H) De acordo com o artigo 158º.do Código dos Contratos Públicos o prazo mínimo de apresentação das propostas é de 24 horas para o concurso público urgente. Ora, o que se verificou no processo em apreço, que foi concedido o prazo de seis dias para a apresentação de propostas, tendo sido, apresentadas a concurso 7 propostas, pelo que se poderá dizer que foram observados os princípios básicos da contratação pública, designadamente, os princípios de igualdade e da concorrência, nos termos do nº. 4 do artigo 1º. do mencionado código.

I) A actuação desta Câmara Municipal foi, assim, ditada por razões de interesse público, por se verificar a urgência na efectivação da obra, pelo prazo de candidatura ao projecto co-financiado por fundos comunitários terminar a 29/10/2010, motivo pelo qual se adoptou o concurso publico urgente, nos termos do artigo 155.° e seguintes do Código dos Contratos Públicos, permitido pelo artigo 52.° do Decreto-Lei nº. 72-A/2010, de 18 de Junho como mecanismo excepcional para o ano de 2010".
4. Em anexo à petição de recurso é junto o "Aviso Para Submissão De Candidaturas Em Regime De Balcão Permanente", datado de 18 de junho de 2010, onde se refere que o "prazo para apresentação de candidaturas decorre entre a data de publicação do presente Aviso e as 18 horas do dia 29.10.2010. Este prazo permite que as candidaturas que vierem a ser submetidas (...) possam ser apreciadas e reunir as condições de aprovação em 2010 e assim beneficiarem das iniciativas previstas no Memorando de Entendimento (...)".
5. Em anexo à petição de recurso é junto igualmente ofício do Programa Operacional Regional do Centro (5) onde se refere que na "implementação do Plano de Iniciativas previsto no memorando de entendimento celebrado entre o Governo e a ANMP (...) foram processados pedidos de pagamentos (...) que correspondem ao reforço da taxa de co-financiamento de 70% para 80%". No âmbito do memorando e para poderem beneficiar das iniciativas previstas importa ter em consideração os seguintes prazos: - 29 de Outubro de 2010: constitui a data limite para submeter novas candidaturas no âmbito do Balcão Permanente, sendo que apenas serão admitidas as que se encontrarem em adiantada fase de estabelecimento de vínculo contratual (...).
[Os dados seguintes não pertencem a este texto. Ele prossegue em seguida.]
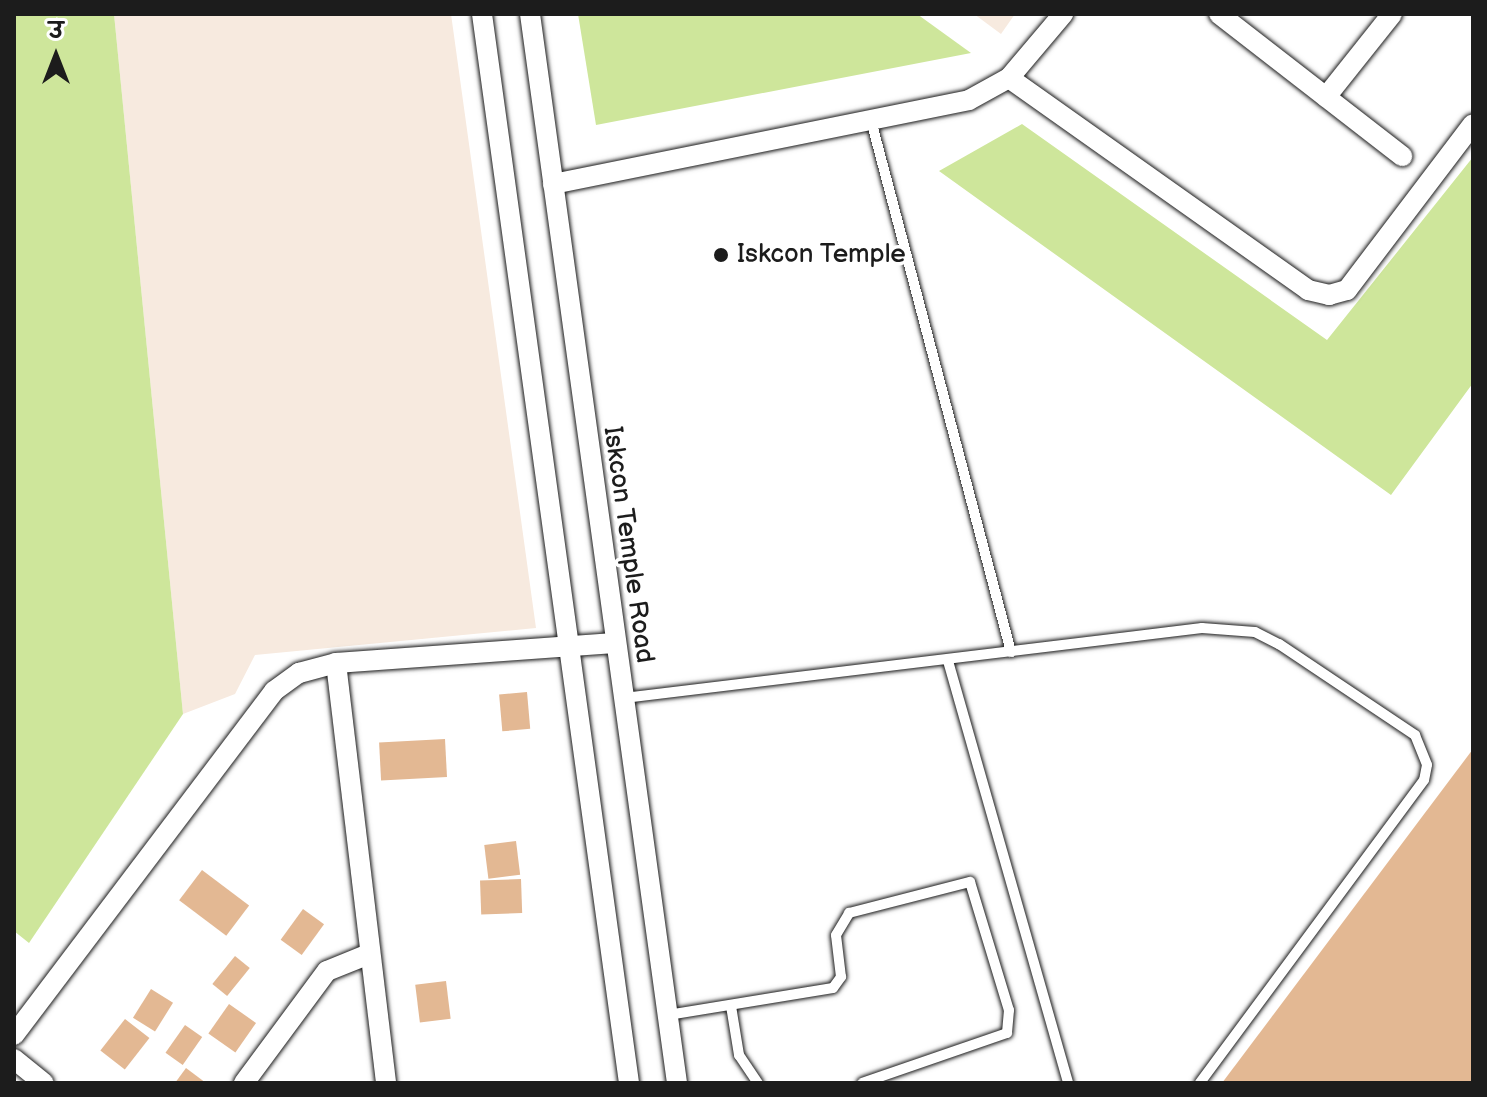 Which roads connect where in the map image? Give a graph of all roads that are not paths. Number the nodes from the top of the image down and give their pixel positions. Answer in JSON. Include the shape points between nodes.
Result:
{"nodes":[{"id":1,"x":482,"y":14,"type":"edge"},
{"id":2,"x":530,"y":14,"type":"edge"},
{"id":3,"x":1063,"y":14,"type":"edge"},
{"id":4,"x":1219,"y":14,"type":"edge"},
{"id":5,"x":1392,"y":14,"type":"edge"},
{"id":6,"x":1009,"y":78,"type":"junction"},
{"id":7,"x":1326,"y":97,"type":"junction"},
{"id":8,"x":872,"y":124,"type":"junction"},
{"id":9,"x":1473,"y":124,"type":"edge"},
{"id":10,"x":1402,"y":156,"type":"dead end"},
{"id":11,"x":553,"y":184,"type":"junction"},
{"id":12,"x":566,"y":642,"type":"junction"},
{"id":13,"x":614,"y":643,"type":"junction"},
{"id":14,"x":1011,"y":652,"type":"junction"},
{"id":15,"x":948,"y":661,"type":"junction"},
{"id":16,"x":336,"y":663,"type":"junction"},
{"id":17,"x":624,"y":698,"type":"junction"},
{"id":18,"x":369,"y":954,"type":"junction"},
{"id":19,"x":731,"y":1006,"type":"junction"},
{"id":20,"x":668,"y":1015,"type":"junction"},
{"id":21,"x":14,"y":1035,"type":"edge"},
{"id":22,"x":14,"y":1059,"type":"edge"},
{"id":23,"x":869,"y":1082,"type":"edge"},
{"id":24,"x":44,"y":1083,"type":"edge"},
{"id":25,"x":244,"y":1083,"type":"edge"},
{"id":26,"x":386,"y":1083,"type":"edge"},
{"id":27,"x":629,"y":1083,"type":"edge"},
{"id":28,"x":677,"y":1083,"type":"edge"},
{"id":29,"x":758,"y":1083,"type":"edge"},
{"id":30,"x":1068,"y":1083,"type":"edge"},
{"id":31,"x":1200,"y":1083,"type":"edge"}],
"edges":[{"from":1,"to":12,"type":"street"},
{"from":2,"to":11,"type":"street","name":"Iskcon Temple Road"},
{"from":3,"to":6,"type":"street"},
{"from":4,"to":7,"type":"street"},
{"from":5,"to":7,"type":"street"},
{"from":6,"to":8,"type":"street","via":[[969,100]]},
{"from":6,"to":9,"type":"street","via":[[1308,290],[1329,295],[1347,290]]},
{"from":7,"to":10,"type":"street"},
{"from":8,"to":11,"type":"street"},
{"from":8,"to":14,"type":"lane"},
{"from":11,"to":13,"type":"street","name":"Iskcon Temple Road"},
{"from":12,"to":13,"type":"street"},
{"from":12,"to":16,"type":"street"},
{"from":12,"to":27,"type":"street"},
{"from":13,"to":17,"type":"street","name":"Iskcon Temple Road"},
{"from":14,"to":15,"type":"lane"},
{"from":14,"to":31,"type":"lane","via":[[1202,628],[1255,632],[1415,735],[1425,749],[1424,780]]},
{"from":15,"to":17,"type":"lane"},
{"from":15,"to":30,"type":"lane"},
{"from":16,"to":18,"type":"street"},
{"from":16,"to":21,"type":"street","via":[[299,673],[274,691]]},
{"from":17,"to":20,"type":"street","name":"Iskcon Temple Road"},
{"from":18,"to":25,"type":"street","via":[[327,971]]},
{"from":18,"to":26,"type":"street"},
{"from":19,"to":20,"type":"lane"},
{"from":19,"to":23,"type":"lane","via":[[833,988],[841,977],[836,935],[849,913],[970,882],[1009,1010],[1007,1033]]},
{"from":19,"to":29,"type":"lane","via":[[739,1055]]},
{"from":20,"to":28,"type":"street","name":"Iskcon Temple Road"},
{"from":22,"to":24,"type":"street"}]}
Entende-se como adiantada fase de estabelecimento de vínculo contratual, no caso de empreitadas, a preparação da adjudicação, mais precisamente em fase de audiência prévia".

6. O Ministério Público pronunciou-se pela improcedência do recurso, em bem fundamentado parecer que nos seus aspetos essenciais diz o seguinte:
"Da matéria de facto, dada como comprovada na 1ª instância, ficou a constar (...) que esta empreitada dispunha de um apoio financeiro do "Programa Operacional Regional do Centro", no montante global de 1.099.976,15 Euros, (...) cujo "Contrato de Financiamento" foi celebrado em 22 de Abril de 2010, sendo que a Cláusula 3ª, desse "Contrato de Financiamento", estabeleceu que "a data do inicio da operação é 01/07/2009 e a de fim é 30/06/2011" (...).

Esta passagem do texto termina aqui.